Extracted records |
---*---
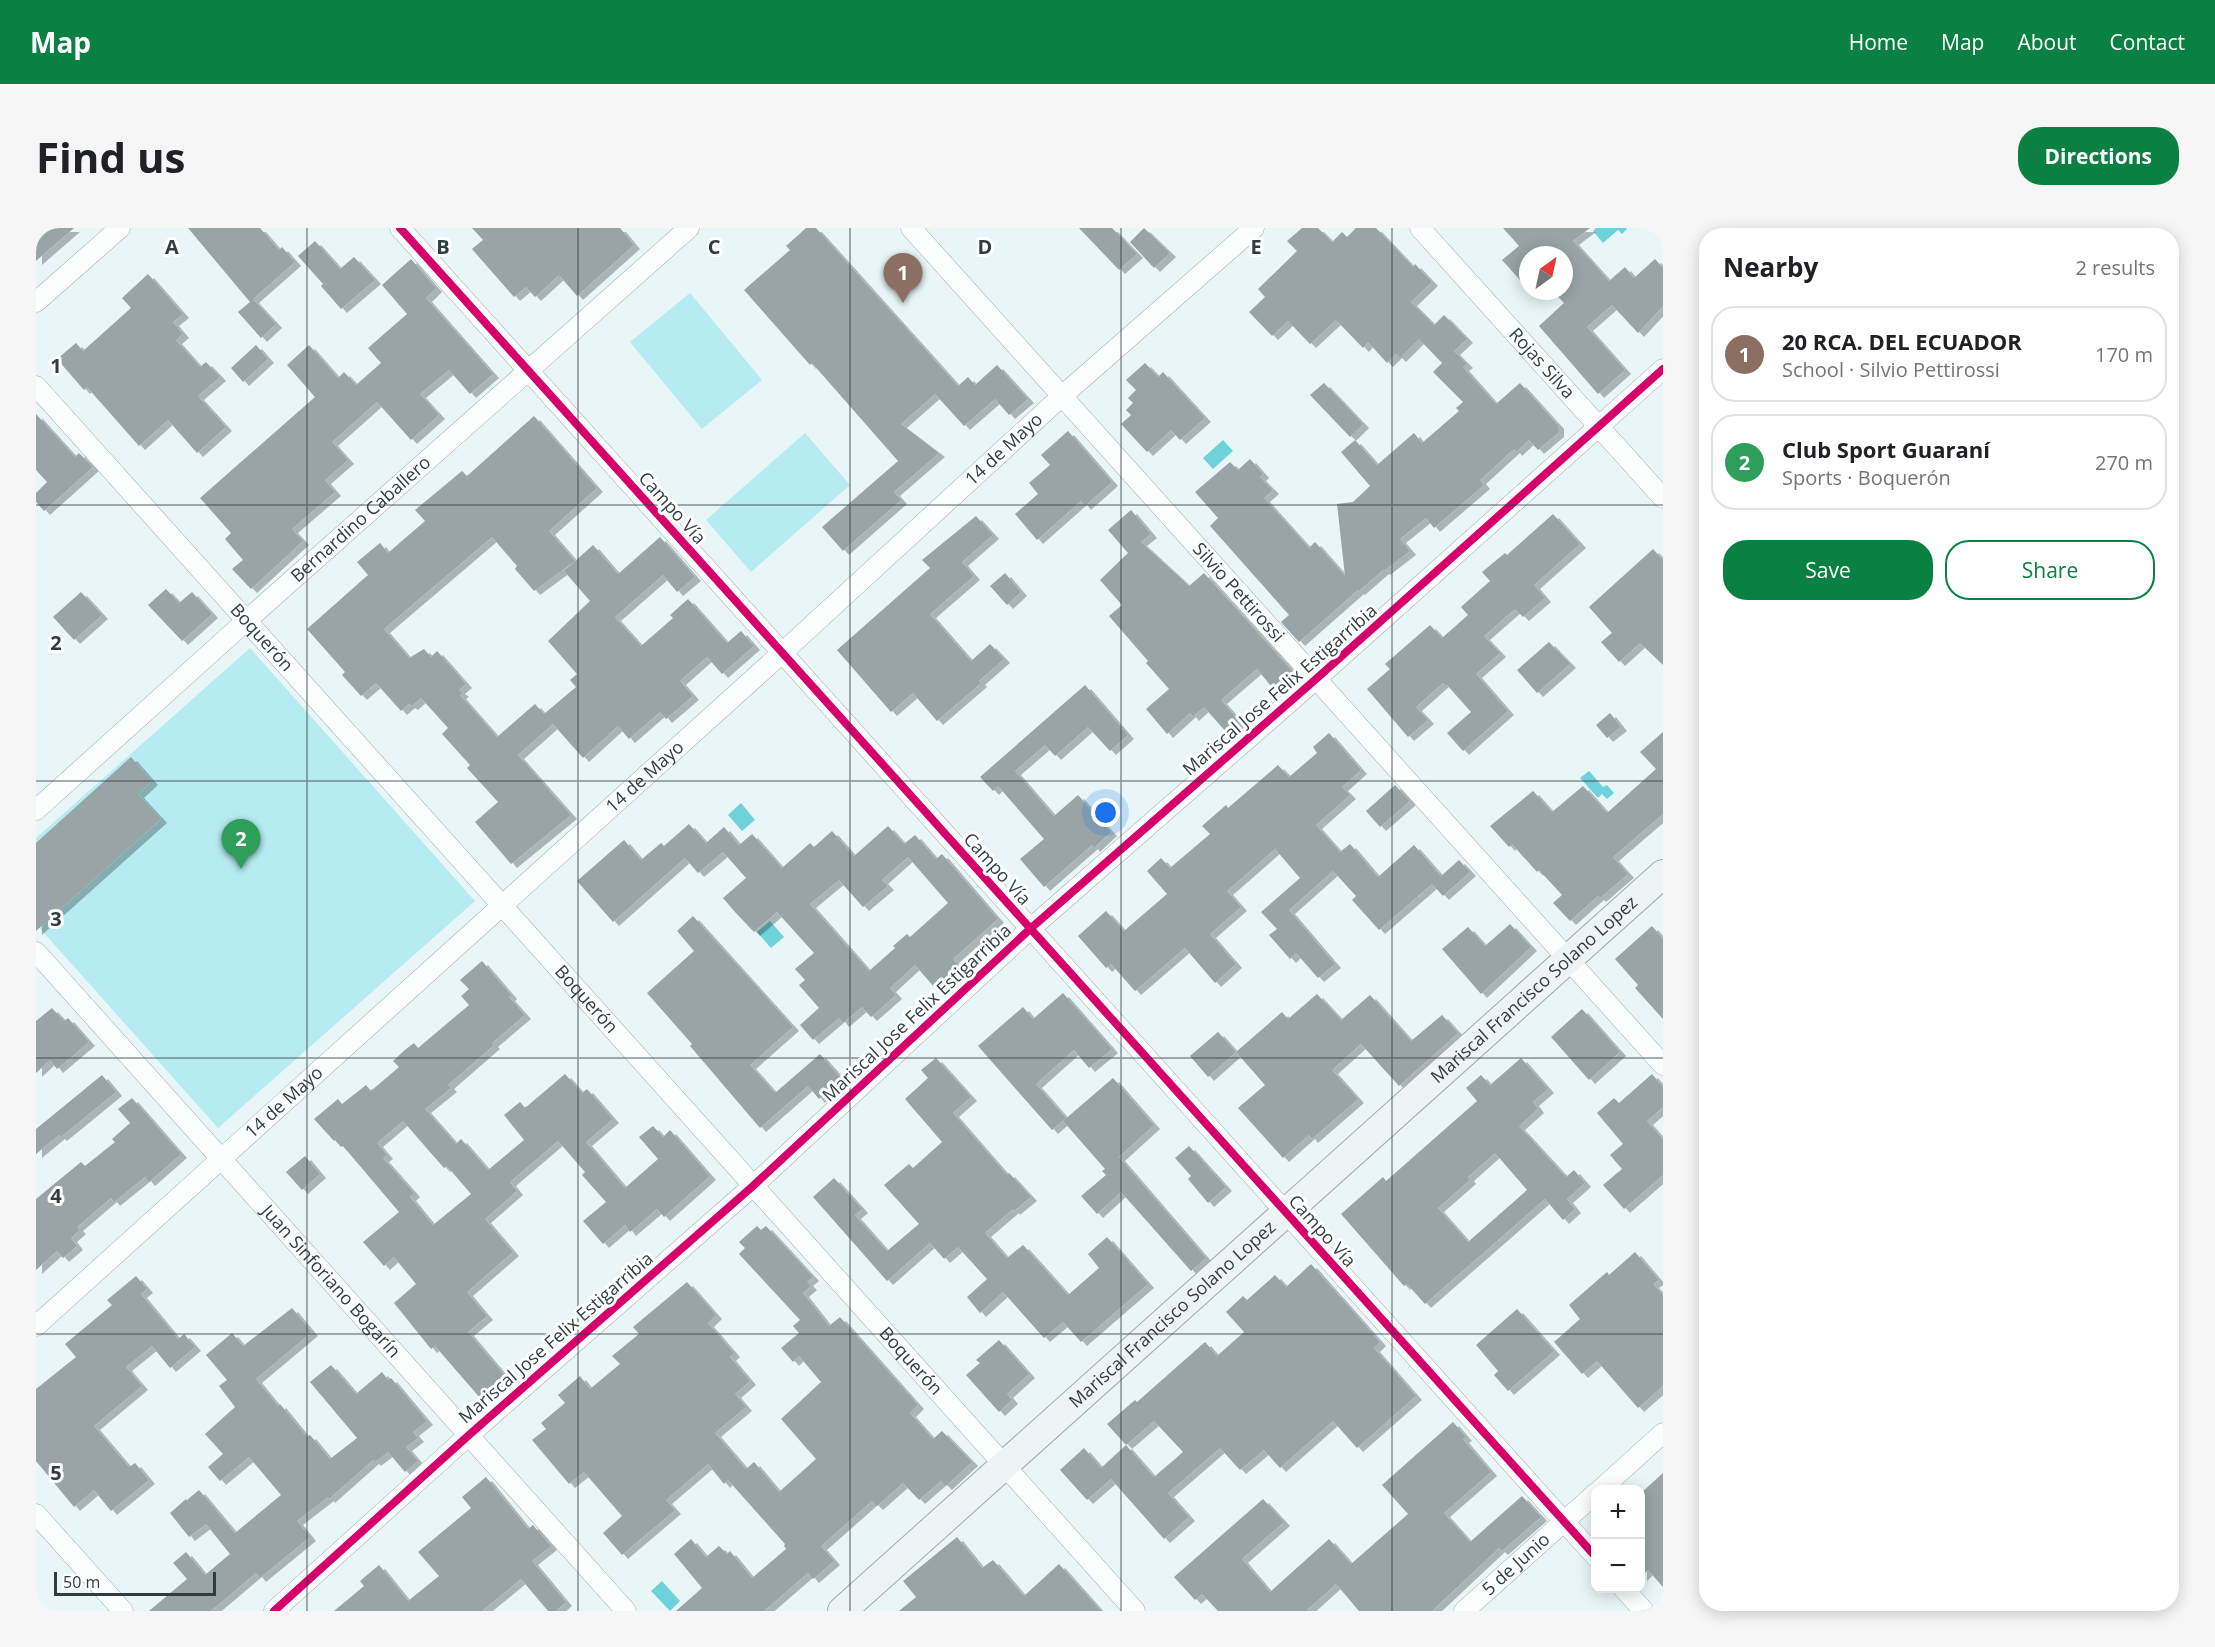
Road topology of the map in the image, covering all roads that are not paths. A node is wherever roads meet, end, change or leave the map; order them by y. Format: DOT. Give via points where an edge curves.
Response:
graph roads {
  1 [pos="120,228"];
  2 [pos="399,228"];
  3 [pos="689,228"];
  4 [pos="911,228"];
  5 [pos="1254,228"];
  6 [pos="1420,228"];
  7 [pos="36,302"];
  8 [pos="1663,369"];
  9 [pos="527,370"];
  10 [pos="36,387"];
  11 [pos="1062,396"];
  12 [pos="1599,427"];
  13 [pos="1663,498"];
  14 [pos="246,621"];
  15 [pos="782,653"];
  16 [pos="1316,679"];
  17 [pos="36,810"];
  18 [pos="1663,874"];
  19 [pos="501,906"];
  20 [pos="1030,929"];
  21 [pos="36,952"];
  22 [pos="1568,959"];
  23 [pos="1663,1065"];
  24 [pos="222,1160"];
  25 [pos="753,1186"];
  26 [pos="1286,1213"];
  27 [pos="36,1326"];
  28 [pos="1663,1433"];
  29 [pos="469,1435"];
  30 [pos="1004,1466"];
  31 [pos="1606,1485"];
  32 [pos="1591,1498"];
  33 [pos="36,1515"];
  34 [pos="1564,1522"];
  35 [pos="1591,1552"];
  36 [pos="1628,1593"];
  37 [pos="123,1611"];
  38 [pos="274,1611"];
  39 [pos="626,1611"];
  40 [pos="842,1611"];
  41 [pos="1135,1611"];
  42 [pos="1464,1611"];
  43 [pos="1644,1611"];
  1 -- 7 [label="street"];
  2 -- 9 [label="street, Campo Vía"];
  3 -- 9 [label="street, Bernardino Caballero"];
  4 -- 11 [label="street, Silvio Pettirossi"];
  5 -- 11 [label="street, 14 de Mayo"];
  6 -- 12 [label="street, Rojas Silva"];
  8 -- 12 [label="street, Mariscal Jose Felix Estigarribia"];
  9 -- 14 [label="street, Bernardino Caballero"];
  9 -- 15 [label="street, Campo Vía"];
  10 -- 14 [label="street, Boquerón"];
  11 -- 15 [label="street, 14 de Mayo"];
  11 -- 16 [label="street, Silvio Pettirossi"];
  12 -- 13 [label="street, Rojas Silva"];
  12 -- 16 [label="street, Mariscal Jose Felix Estigarribia"];
  14 -- 17 [label="street, Bernardino Caballero"];
  14 -- 19 [label="street, Boquerón"];
  15 -- 19 [label="street, 14 de Mayo"];
  15 -- 20 [label="street, Campo Vía"];
  16 -- 20 [label="street, Mariscal Jose Felix Estigarribia"];
  16 -- 22 [label="street, Silvio Pettirossi"];
  18 -- 22 [label="street, Mariscal Francisco Solano Lopez"];
  19 -- 24 [label="street, 14 de Mayo"];
  19 -- 25 [label="street, Boquerón"];
  20 -- 25 [label="street, Mariscal Jose Felix Estigarribia"];
  20 -- 26 [label="street, Campo Vía"];
  21 -- 24 [label="street, Juan Sinforiano Bogarín"];
  22 -- 23 [label="street, Silvio Pettirossi"];
  22 -- 26 [label="street, Mariscal Francisco Solano Lopez"];
  24 -- 27 [label="street, 14 de Mayo"];
  24 -- 29 [label="street, Juan Sinforiano Bogarín"];
  25 -- 29 [label="street, Mariscal Jose Felix Estigarribia"];
  25 -- 30 [label="street, Boquerón"];
  26 -- 30 [label="street, Mariscal Francisco Solano Lopez"];
  26 -- 34 [label="street, Campo Vía"];
  28 -- 31 [label="street"];
  29 -- 38 [label="street, Mariscal Jose Felix Estigarribia"];
  29 -- 39 [label="street, Juan Sinforiano Bogarín"];
  30 -- 40 [label="street, Mariscal Francisco Solano Lopez"];
  30 -- 41 [label="street, Boquerón"];
  32 -- 34 [label="street, 5 de Junio"];
  33 -- 37 [label="street"];
  34 -- 35 [label="street, Campo Vía"];
  34 -- 42 [label="street, 5 de Junio"];
  36 -- 43 [label="street"];
}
---*---
Task objective | Return each record above as it stands. Pictures stay out.

Written response |
Road topology of the map in the image, covering all roads that are not paths. A node is wherever roads meet, end, change or leave the map; order them by y. Format: DOT. Give via points where an edge curves.
Response:
graph roads {
  1 [pos="120,228"];
  2 [pos="399,228"];
  3 [pos="689,228"];
  4 [pos="911,228"];
  5 [pos="1254,228"];
  6 [pos="1420,228"];
  7 [pos="36,302"];
  8 [pos="1663,369"];
  9 [pos="527,370"];
  10 [pos="36,387"];
  11 [pos="1062,396"];
  12 [pos="1599,427"];
  13 [pos="1663,498"];
  14 [pos="246,621"];
  15 [pos="782,653"];
  16 [pos="1316,679"];
  17 [pos="36,810"];
  18 [pos="1663,874"];
  19 [pos="501,906"];
  20 [pos="1030,929"];
  21 [pos="36,952"];
  22 [pos="1568,959"];
  23 [pos="1663,1065"];
  24 [pos="222,1160"];
  25 [pos="753,1186"];
  26 [pos="1286,1213"];
  27 [pos="36,1326"];
  28 [pos="1663,1433"];
  29 [pos="469,1435"];
  30 [pos="1004,1466"];
  31 [pos="1606,1485"];
  32 [pos="1591,1498"];
  33 [pos="36,1515"];
  34 [pos="1564,1522"];
  35 [pos="1591,1552"];
  36 [pos="1628,1593"];
  37 [pos="123,1611"];
  38 [pos="274,1611"];
  39 [pos="626,1611"];
  40 [pos="842,1611"];
  41 [pos="1135,1611"];
  42 [pos="1464,1611"];
  43 [pos="1644,1611"];
  1 -- 7 [label="street"];
  2 -- 9 [label="street, Campo Vía"];
  3 -- 9 [label="street, Bernardino Caballero"];
  4 -- 11 [label="street, Silvio Pettirossi"];
  5 -- 11 [label="street, 14 de Mayo"];
  6 -- 12 [label="street, Rojas Silva"];
  8 -- 12 [label="street, Mariscal Jose Felix Estigarribia"];
  9 -- 14 [label="street, Bernardino Caballero"];
  9 -- 15 [label="street, Campo Vía"];
  10 -- 14 [label="street, Boquerón"];
  11 -- 15 [label="street, 14 de Mayo"];
  11 -- 16 [label="street, Silvio Pettirossi"];
  12 -- 13 [label="street, Rojas Silva"];
  12 -- 16 [label="street, Mariscal Jose Felix Estigarribia"];
  14 -- 17 [label="street, Bernardino Caballero"];
  14 -- 19 [label="street, Boquerón"];
  15 -- 19 [label="street, 14 de Mayo"];
  15 -- 20 [label="street, Campo Vía"];
  16 -- 20 [label="street, Mariscal Jose Felix Estigarribia"];
  16 -- 22 [label="street, Silvio Pettirossi"];
  18 -- 22 [label="street, Mariscal Francisco Solano Lopez"];
  19 -- 24 [label="street, 14 de Mayo"];
  19 -- 25 [label="street, Boquerón"];
  20 -- 25 [label="street, Mariscal Jose Felix Estigarribia"];
  20 -- 26 [label="street, Campo Vía"];
  21 -- 24 [label="street, Juan Sinforiano Bogarín"];
  22 -- 23 [label="street, Silvio Pettirossi"];
  22 -- 26 [label="street, Mariscal Francisco Solano Lopez"];
  24 -- 27 [label="street, 14 de Mayo"];
  24 -- 29 [label="street, Juan Sinforiano Bogarín"];
  25 -- 29 [label="street, Mariscal Jose Felix Estigarribia"];
  25 -- 30 [label="street, Boquerón"];
  26 -- 30 [label="street, Mariscal Francisco Solano Lopez"];
  26 -- 34 [label="street, Campo Vía"];
  28 -- 31 [label="street"];
  29 -- 38 [label="street, Mariscal Jose Felix Estigarribia"];
  29 -- 39 [label="street, Juan Sinforiano Bogarín"];
  30 -- 40 [label="street, Mariscal Francisco Solano Lopez"];
  30 -- 41 [label="street, Boquerón"];
  32 -- 34 [label="street, 5 de Junio"];
  33 -- 37 [label="street"];
  34 -- 35 [label="street, Campo Vía"];
  34 -- 42 [label="street, 5 de Junio"];
  36 -- 43 [label="street"];
}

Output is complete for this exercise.